Thursday, September 25, 2008

We're Nowhere Near A Bottom In Housing

From Reuters:

Prices of U.S. existing homes suffered a record drop in August and the rate of sales tumbled, offering little sign of improvement in the source of the financial crisis in the United States.

The pace of existing home sales decreased 2.2 percent to an annual pace of 4.91 million units while the median national home price declined a record 9.5 percent to $203,100, the National Association of Realtors said on Wednesday.

In what would normally be a potentially bright spot, the overstock of homes for sale shrank. However, the trade group said as many as 2 in 5 home sales were by borrowers who have seen their property lose value or are facing foreclosure.

"The NAR estimates that 35-to-40 percent of all sales are of distressed property, so underlying private activity is weaker than the headlines (imply) and there is little sign of imminent improvement," Ian Shepherdson, chief U.S. economist at High Frequency Economics.
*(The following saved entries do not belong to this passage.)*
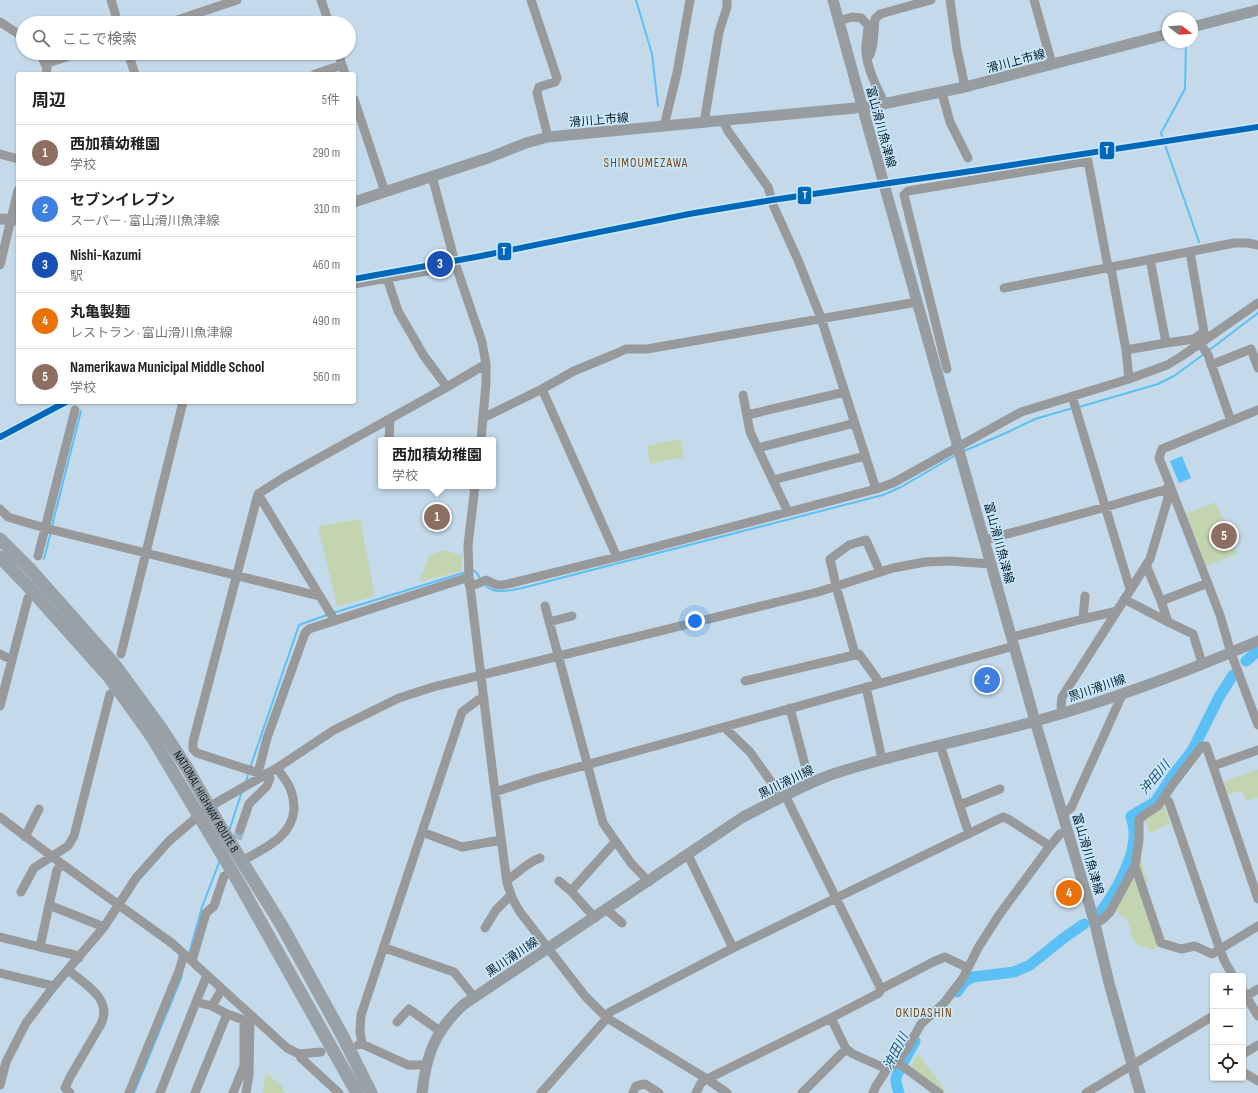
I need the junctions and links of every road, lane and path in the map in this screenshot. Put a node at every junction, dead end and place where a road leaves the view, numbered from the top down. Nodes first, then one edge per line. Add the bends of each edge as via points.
1 (111, 0) edge
2 (237, 0) edge
3 (321, 0) edge
4 (531, 0) edge
5 (690, 0) edge
6 (727, 0) edge
7 (833, 0) edge
8 (931, 0) edge
9 (950, 0) edge
10 (1034, 0) edge
11 (1258, 10) edge
12 (116, 16) edge
13 (189, 16) edge
14 (326, 16) edge
15 (839, 21) junction
16 (0, 22) edge
17 (1198, 25) edge
18 (16, 32) edge
19 (1162, 36) edge
20 (867, 58) junction
21 (43, 60) edge
22 (57, 60) edge
23 (130, 60) edge
24 (340, 60) edge
25 (45, 64) junction
26 (1052, 64) junction
27 (344, 70) edge
28 (46, 72) edge
29 (134, 72) edge
30 (330, 72) edge
31 (965, 87) junction
32 (942, 93) junction
33 (884, 103) junction
34 (356, 105) edge
35 (868, 107) dead end
36 (855, 108) dead end
37 (724, 121) junction
38 (704, 123) junction
39 (664, 126) junction
40 (548, 137) junction
41 (0, 154) edge
42 (16, 158) edge
43 (968, 158) dead end
44 (432, 176) junction
45 (385, 192) junction
46 (16, 198) edge
47 (356, 201) edge
48 (10, 220) edge
49 (1258, 244) edge
50 (1190, 252) junction
51 (1150, 259) junction
52 (0, 265) edge
53 (456, 266) junction
54 (1108, 267) junction
55 (387, 278) junction
56 (356, 284) edge
57 (1004, 288) dead end
58 (917, 302) junction
59 (1258, 303) edge
60 (821, 318) junction
61 (1166, 343) junction
62 (1200, 343) junction
63 (1254, 348) edge
64 (1126, 350) junction
65 (486, 364) junction
66 (1211, 365) junction
67 (1258, 368) edge
68 (947, 369) dead end
69 (1129, 379) junction
70 (447, 387) junction
71 (542, 389) junction
72 (845, 392) junction
73 (743, 395) dead end
74 (1072, 396) junction
75 (182, 404) edge
76 (75, 410) dead end
77 (1258, 410) edge
78 (747, 415) junction
79 (484, 418) junction
80 (390, 419) junction
81 (1231, 421) junction
82 (855, 423) junction
83 (389, 437) edge
84 (481, 437) edge
85 (959, 446) junction
86 (758, 448) junction
87 (866, 456) junction
88 (773, 480) junction
89 (475, 489) edge
90 (876, 489) junction
91 (1169, 489) junction
92 (258, 494) junction
93 (1106, 507) junction
94 (0, 508) edge
95 (788, 512) junction
96 (45, 528) junction
97 (0, 539) edge
98 (985, 540) junction
99 (145, 553) junction
100 (38, 556) dead end
101 (0, 557) edge
102 (617, 558) junction
103 (992, 564) junction
104 (1146, 565) junction
105 (880, 572) junction
106 (236, 576) junction
107 (469, 581) junction
108 (1208, 583) junction
109 (836, 586) junction
110 (1130, 589) junction
111 (319, 596) junction
112 (1085, 596) dead end
113 (28, 598) dead end
114 (1124, 599) junction
115 (1161, 601) junction
116 (545, 606) dead end
117 (1117, 611) junction
118 (572, 616) dead end
119 (1083, 620) junction
120 (335, 621) junction
121 (549, 622) junction
122 (1168, 622) junction
123 (1013, 641) junction
124 (1258, 641) edge
125 (1231, 653) junction
126 (0, 654) edge
127 (121, 654) dead end
128 (855, 654) junction
129 (558, 656) junction
130 (12, 660) junction
131 (1202, 664) junction
132 (481, 674) junction
133 (745, 682) dead end
134 (878, 683) junction
135 (866, 687) junction
136 (1123, 693) junction
137 (110, 694) dead end
138 (484, 698) junction
139 (0, 706) edge
140 (790, 708) junction
141 (1063, 713) junction
142 (1035, 721) junction
143 (1258, 725) edge
144 (724, 727) junction
145 (940, 745) junction
146 (1258, 750) edge
147 (882, 759) junction
148 (586, 765) junction
149 (1213, 766) junction
150 (276, 768) junction
151 (262, 774) junction
152 (810, 784) junction
153 (1000, 789) dead end
154 (495, 792) junction
155 (784, 796) junction
156 (1164, 797) junction
157 (960, 805) junction
158 (39, 809) dead end
159 (204, 811) junction
160 (1063, 814) junction
161 (0, 817) edge
162 (240, 830) tunnel mouth
163 (1068, 831) junction
164 (422, 832) junction
165 (969, 834) junction
166 (25, 837) junction
167 (501, 840) junction
168 (615, 842) junction
169 (1050, 846) junction
170 (688, 856) junction
171 (53, 857) junction
172 (540, 858) dead end
173 (242, 861) junction
174 (62, 864) junction
175 (1135, 866) junction
176 (224, 876) dead end
177 (507, 880) junction
178 (559, 881) dead end
179 (648, 882) junction
180 (570, 890) junction
181 (21, 892) dead end
182 (511, 895) junction
183 (837, 899) junction
184 (1258, 899) edge
185 (49, 905) junction
186 (118, 905) junction
187 (607, 910) junction
188 (595, 918) junction
189 (622, 923) dead end
190 (1095, 924) junction
191 (1258, 926) edge
192 (104, 927) junction
193 (485, 928) dead end
194 (0, 937) edge
195 (40, 947) junction
196 (384, 948) junction
197 (548, 948) junction
198 (733, 948) junction
199 (1220, 950) junction
200 (184, 954) junction
201 (79, 958) junction
202 (192, 961) junction
203 (968, 968) junction
204 (68, 970) junction
205 (0, 972) edge
206 (1231, 973) edge
207 (207, 975) junction
208 (54, 986) junction
209 (222, 989) junction
210 (882, 989) junction
211 (1258, 989) edge
212 (1246, 994) edge
213 (475, 998) junction
214 (1246, 998) edge
215 (196, 1002) junction
216 (212, 1006) junction
217 (227, 1014) junction
218 (1258, 1016) edge
219 (608, 1018) junction
220 (831, 1018) junction
221 (1210, 1018) edge
222 (250, 1020) dead end
223 (397, 1022) dead end
224 (440, 1031) junction
225 (1258, 1045) edge
226 (846, 1049) junction
227 (321, 1052) dead end
228 (1246, 1052) edge
229 (299, 1054) junction
230 (3, 1062) edge
231 (898, 1062) junction
232 (426, 1066) junction
233 (1132, 1066) junction
234 (887, 1069) junction
235 (1246, 1074) edge
236 (707, 1079) junction
237 (1258, 1081) edge
238 (0, 1085) edge
239 (328, 1089) edge
240 (70, 1093) edge
241 (129, 1093) edge
242 (160, 1093) edge
243 (195, 1093) edge
244 (233, 1093) edge
245 (246, 1093) edge
246 (339, 1093) edge
247 (357, 1093) edge
248 (371, 1093) edge
249 (422, 1093) edge
250 (541, 1093) edge
251 (633, 1093) edge
252 (659, 1093) edge
253 (696, 1093) edge
254 (727, 1093) edge
255 (802, 1093) edge
256 (873, 1093) edge
257 (940, 1093) edge
258 (1086, 1093) edge
259 (1140, 1093) edge

1 - 12 street
2 - 13 street
3 - 14 street
4 - 40 street via 557,78 555,82 539,88 537,92
5 - 39 street via 677,73
6 - 38 street
7 - 15 main road, 富山滑川魚津線
8 - 20 street via 880,14 875,19 872,49
9 - 31 street
10 - 26 street
11 - 17 main road
15 - 20 street via 852,17 866,21
15 - 58 main road, 富山滑川魚津線
16 - 18 street
19 - 26 main road, 滑川上市線
20 - 33 street
21 - 25 street
22 - 25 street
23 - 29 street
24 - 27 street
25 - 28 street
26 - 31 main road, 滑川上市線
27 - 30 street
31 - 32 main road, 滑川上市線
32 - 33 main road, 滑川上市線
32 - 43 street via 950,122
33 - 35 main road, 滑川上市線
34 - 45 street
36 - 37 main road, 滑川上市線
37 - 38 main road, 滑川上市線
37 - 60 street via 728,131 768,187
38 - 39 main road, 滑川上市線
39 - 40 main road, 滑川上市線
40 - 44 main road, 滑川上市線
41 - 42 street
44 - 45 main road, 滑川上市線
44 - 53 street
45 - 47 main road, 滑川上市線
46 - 48 street
48 - 52 street
49 - 50 street via 1234,243
50 - 51 street
50 - 61 street via 1204,332 1194,339
51 - 54 street
51 - 61 street
53 - 55 street
53 - 65 street via 482,342
54 - 57 street
54 - 64 street via 1112,273
54 - 68 street via 1088,161 908,191 904,199
55 - 56 street
55 - 70 street via 398,311 424,356
58 - 60 street
58 - 85 main road, 富山滑川魚津線
59 - 62 street
60 - 71 street via 647,349 626,349 574,371
60 - 72 street
61 - 64 street
62 - 66 street
62 - 69 street via 1167,365
63 - 66 street
63 - 67 street
64 - 69 street
65 - 70 street
65 - 79 street
66 - 81 street
69 - 74 street
70 - 80 street
71 - 79 street
71 - 102 street
72 - 78 street
72 - 82 street
73 - 78 street
74 - 85 street via 1021,412
74 - 93 street
75 - 99 street
76 - 96 street
77 - 81 street
78 - 86 street via 750,432
79 - 84 street
80 - 83 street
80 - 92 street
81 - 91 street via 1162,449 1159,458
82 - 86 street
82 - 87 street
85 - 90 street via 893,483
85 - 98 main road, 富山滑川魚津線
86 - 88 street
87 - 88 street
87 - 90 street
88 - 95 street
89 - 107 street via 468,545
90 - 95 street
91 - 93 street
91 - 104 street via 1150,559
91 - 108 street
92 - 106 street
92 - 111 street
93 - 98 street
93 - 110 street
94 - 96 street via 8,517
95 - 102 street
96 - 99 street
96 - 100 street
97 - 159 highway, NATIONAL HIGHWAY ROUTE 8 via 115,664 187,768
98 - 103 main road, 富山滑川魚津線
99 - 106 street
99 - 127 street
101 - 159 highway, NATIONAL HIGHWAY ROUTE 8 via 109,677
102 - 107 street via 503,585 486,580 477,584
103 - 105 street via 925,562
103 - 123 main road, 富山滑川魚津線
104 - 110 street
104 - 115 street
105 - 109 street
105 - 109 street via 866,540 850,546 830,559
106 - 111 street
106 - 151 street via 193,749 197,753
107 - 120 street
107 - 132 street
108 - 115 street
108 - 125 street
109 - 128 street
109 - 129 street
110 - 114 street
111 - 120 street
112 - 119 street
113 - 130 street
114 - 117 street
114 - 122 street
115 - 122 street
116 - 121 street
117 - 119 street
117 - 141 street via 1062,697
118 - 121 street
119 - 123 street
120 - 151 street via 309,629 305,633 266,738
121 - 129 street
122 - 131 street via 1193,634
123 - 134 street
123 - 142 main road, 富山滑川魚津線
124 - 125 main road, 黒川滑川線
125 - 131 main road, 黒川滑川線
125 - 143 street
126 - 130 street
128 - 133 street
128 - 134 street via 859,654
129 - 132 street
129 - 148 street
130 - 139 street
131 - 136 main road, 黒川滑川線
132 - 138 street
132 - 150 street via 399,698 334,730
134 - 135 street
135 - 140 street
135 - 147 street
136 - 141 main road, 黒川滑川線
136 - 160 street via 1071,808
137 - 171 street via 74,836 68,846
138 - 154 street
138 - 164 street via 462,712
140 - 144 street
140 - 152 street
141 - 142 main road, 黒川滑川線
142 - 145 main road, 黒川滑川線
142 - 160 main road, 富山滑川魚津線
144 - 148 street
144 - 155 street via 750,752
145 - 147 main road, 黒川滑川線
145 - 157 street
146 - 149 street
147 - 152 main road, 黒川滑川線 via 832,774
148 - 154 street
148 - 168 street via 603,823
149 - 156 street via 1206,746 1202,746
149 - 184 street
150 - 151 street
150 - 173 street via 290,788 294,802 288,830 277,840
151 - 159 street
151 - 162 street via 270,778 267,786 249,804
152 - 155 main road, 黒川滑川線
153 - 157 street
154 - 167 street
155 - 170 main road, 黒川滑川線 via 743,817
155 - 183 street
156 - 175 street via 1158,806 1140,820
156 - 199 street via 1169,802
157 - 165 street
158 - 166 street
159 - 173 highway, NATIONAL HIGHWAY ROUTE 8
159 - 186 street via 151,860
159 - 247 highway, NATIONAL HIGHWAY ROUTE 8 via 243,890
160 - 163 main road, 富山滑川魚津線
161 - 166 street
163 - 169 street via 1060,834
163 - 190 main road, 富山滑川魚津線
164 - 167 street via 462,846
164 - 196 street
165 - 169 street via 1003,817
165 - 183 street
166 - 171 street
167 - 177 street
168 - 179 street
168 - 180 street
169 - 203 street via 999,915
170 - 179 main road, 黒川滑川線
170 - 198 street
171 - 174 street
171 - 181 street via 34,868
172 - 177 street via 530,862
173 - 248 highway, NATIONAL HIGHWAY ROUTE 8 via 282,926
174 - 185 street via 57,870
174 - 186 street
175 - 190 street via 1110,912
175 - 199 street via 1161,943 1181,949 1194,946 1212,954
176 - 202 street via 214,906 206,913
177 - 182 street
178 - 180 street
179 - 187 main road, 黒川滑川線
180 - 188 street
182 - 193 street via 496,910
182 - 197 street via 520,912
183 - 198 street
183 - 210 street
185 - 192 street
185 - 195 street
186 - 192 street
186 - 200 street
187 - 188 main road, 黒川滑川線
187 - 189 street
188 - 197 main road, 黒川滑川線
190 - 233 main road, 富山滑川魚津線
191 - 199 street
192 - 201 street
194 - 195 street
195 - 201 street
196 - 213 street via 454,972
196 - 232 street via 361,1015 360,1044 408,1065
197 - 213 main road, 黒川滑川線
197 - 219 street via 585,996
198 - 219 street via 610,1012
199 - 206 street
200 - 202 street
200 - 241 street
201 - 204 street
202 - 207 street
203 - 210 street via 945,957
203 - 231 street via 944,1003 921,1024
204 - 208 street
204 - 240 street via 98,995 105,1011 101,1024 65,1088
205 - 208 street
207 - 209 street
207 - 215 street
208 - 230 street via 26,1022
209 - 216 street
209 - 229 street via 287,1048
210 - 220 street
211 - 212 street
213 - 224 main road, 黒川滑川線 via 450,1017
214 - 218 street
215 - 216 street
215 - 242 street
216 - 217 street
217 - 243 street
217 - 244 street via 244,1020 244,1066
219 - 236 street
219 - 250 street
220 - 226 street
220 - 236 street
221 - 233 street
222 - 245 street via 249,1075
223 - 224 street via 409,1009
224 - 232 main road, 黒川滑川線
225 - 228 street
226 - 234 street
226 - 255 street
227 - 229 street
229 - 239 street
230 - 238 street
231 - 234 street
231 - 257 street
232 - 249 main road, 黒川滑川線
233 - 258 street
233 - 259 main road, 富山滑川魚津線
234 - 256 street
235 - 237 street
236 - 253 street via 701,1083
236 - 254 street
239 - 246 street
251 - 252 street via 636,1086 645,1084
The inventory of existing homes for sale fell 7.0 percent to 4.26 million from the record-high overstock reported in July.


The existing home market is about four times the size of the new home sales market, making the existing home market more important.

Record price drops are a sign of weakness. They indicates sellers are desperate to move product (whatever that product is) and are willing to cave in price negotiations. Don't expect this process to end anytime soon -- especially as job losses intensify.

In addition, a larger percentage of the inventory is "distressed". This indicates the problems in the housing sector are intensifying. Again -- not good.

That problem is increasing in the new homes market:

The annual sales pace was down 11.5 percent from July to 460,000 homes and was sharply off the 510,000 pace expected by economists. The August decline was the biggest since November 2007.

The median sales price of $221,900 was off 5.5 percent from July, the lowest since $211,600 in September 2004.

The August sales pace was the weakest since 401,000 in January 1991.


See the above comments on the existing home market, as they apply to the new home market as well (with the exception of the distressed situation).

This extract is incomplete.